Naseer Hassan, Farooq Azam, Sajjad Ahmad, Muhammad Usman.
Extra dural hematoma surgical outcome using glasgow coma scale in a tertiary care hospital of Khyber Pakhtunkhwa.
J Postgrad Med Inst Jan ;33(2):155-9.

Objectives: To determine the frequency of various surgical outcomes of acute extra dural hematoma (EDH) in the Department of Neurosurgery, Lady Reading Hospital, Peshawar. Methodology: This was a case series study conducted in Neurosurgery Department, Lady Reading Hospital (LRH) Peshawar, from 1 st January 2009 to 30 th September 2009. Total 145 consecutive patients of acute extradural hematoma were admitted and their baseline GCS was recorded.

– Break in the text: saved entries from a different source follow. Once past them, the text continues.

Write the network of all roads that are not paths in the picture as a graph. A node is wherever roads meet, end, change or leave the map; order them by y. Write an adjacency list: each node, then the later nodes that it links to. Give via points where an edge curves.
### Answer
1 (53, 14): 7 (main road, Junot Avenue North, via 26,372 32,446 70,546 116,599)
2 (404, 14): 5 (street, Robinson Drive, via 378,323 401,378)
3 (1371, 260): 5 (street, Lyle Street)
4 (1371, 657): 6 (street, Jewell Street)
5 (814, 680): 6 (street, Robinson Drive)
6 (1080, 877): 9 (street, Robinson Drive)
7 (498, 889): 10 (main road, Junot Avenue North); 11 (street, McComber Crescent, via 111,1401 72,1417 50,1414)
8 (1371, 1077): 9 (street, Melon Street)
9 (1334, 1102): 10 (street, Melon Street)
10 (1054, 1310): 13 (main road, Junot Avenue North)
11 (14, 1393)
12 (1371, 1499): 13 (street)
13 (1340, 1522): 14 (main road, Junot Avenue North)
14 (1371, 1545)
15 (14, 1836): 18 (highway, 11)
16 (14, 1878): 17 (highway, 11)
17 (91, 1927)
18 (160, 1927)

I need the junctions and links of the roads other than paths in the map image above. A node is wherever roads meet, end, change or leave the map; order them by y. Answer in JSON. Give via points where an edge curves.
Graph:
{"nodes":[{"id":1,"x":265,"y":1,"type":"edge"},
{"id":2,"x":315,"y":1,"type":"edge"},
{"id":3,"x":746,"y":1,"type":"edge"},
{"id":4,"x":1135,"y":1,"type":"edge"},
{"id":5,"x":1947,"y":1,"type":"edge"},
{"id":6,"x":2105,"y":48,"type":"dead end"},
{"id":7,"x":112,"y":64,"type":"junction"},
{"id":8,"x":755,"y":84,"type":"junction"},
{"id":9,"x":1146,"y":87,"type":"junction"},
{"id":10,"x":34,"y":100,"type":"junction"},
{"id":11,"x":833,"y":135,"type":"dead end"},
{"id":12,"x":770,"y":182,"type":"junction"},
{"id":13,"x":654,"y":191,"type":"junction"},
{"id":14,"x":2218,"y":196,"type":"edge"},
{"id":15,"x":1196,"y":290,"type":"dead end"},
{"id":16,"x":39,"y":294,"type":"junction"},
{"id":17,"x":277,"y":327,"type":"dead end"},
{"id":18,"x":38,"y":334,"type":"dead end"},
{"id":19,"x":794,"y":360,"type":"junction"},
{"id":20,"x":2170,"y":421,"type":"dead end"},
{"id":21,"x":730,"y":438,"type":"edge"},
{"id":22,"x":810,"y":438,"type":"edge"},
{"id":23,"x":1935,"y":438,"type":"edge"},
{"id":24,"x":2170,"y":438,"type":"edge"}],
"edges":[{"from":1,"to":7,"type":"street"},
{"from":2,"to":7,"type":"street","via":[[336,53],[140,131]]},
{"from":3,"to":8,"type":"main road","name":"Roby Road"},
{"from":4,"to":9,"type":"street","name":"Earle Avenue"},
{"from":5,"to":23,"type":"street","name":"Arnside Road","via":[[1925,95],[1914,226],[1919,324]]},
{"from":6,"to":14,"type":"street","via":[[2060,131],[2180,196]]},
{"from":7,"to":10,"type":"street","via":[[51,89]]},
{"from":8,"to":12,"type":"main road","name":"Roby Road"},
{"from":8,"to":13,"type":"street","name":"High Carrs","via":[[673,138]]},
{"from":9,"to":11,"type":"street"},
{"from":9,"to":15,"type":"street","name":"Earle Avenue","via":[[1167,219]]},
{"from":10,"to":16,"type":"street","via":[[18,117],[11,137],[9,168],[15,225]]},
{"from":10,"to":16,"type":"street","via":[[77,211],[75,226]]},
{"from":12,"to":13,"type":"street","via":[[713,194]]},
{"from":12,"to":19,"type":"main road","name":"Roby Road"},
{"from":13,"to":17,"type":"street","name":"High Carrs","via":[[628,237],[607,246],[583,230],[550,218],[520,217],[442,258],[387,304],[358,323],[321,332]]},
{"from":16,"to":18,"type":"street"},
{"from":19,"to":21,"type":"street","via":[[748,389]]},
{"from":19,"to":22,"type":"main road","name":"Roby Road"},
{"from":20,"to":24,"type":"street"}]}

They were operated by consultant neurosurgeon. Post-operative outcome including good recovery, moderate disability, severe disability, persistent vegetative state and death were recorded. Results: Out of 145 cases, 82% were male and 18% were female. Majority of the cases were less than14 years old. Fall was the cause of EDH in 60% patients, road traffic accident (RTA) in 26% and physical assault was the mode of injury in 14%. Interval between injury and surgery of more than 8 hours was recorded in majority of the cases. Parietal lobe was the commonest site of EDH. Craniotomy was performed in 80% cases and craniectomy in 20% cases. Post-operative GCS of 13-15 was noted in 123 (85%) cases compared to GCS at arrival of 13-15 in 72 (50%) cases. Post-operatively, good recovery was noted in majority of the cases (n=123, 85%) having higher GCS scores (13-15). Conclusion: Surgical outcome in EDH patient is affected by GCS. Lower GCS have poor outcome. Good recovery was noted in maximum cases.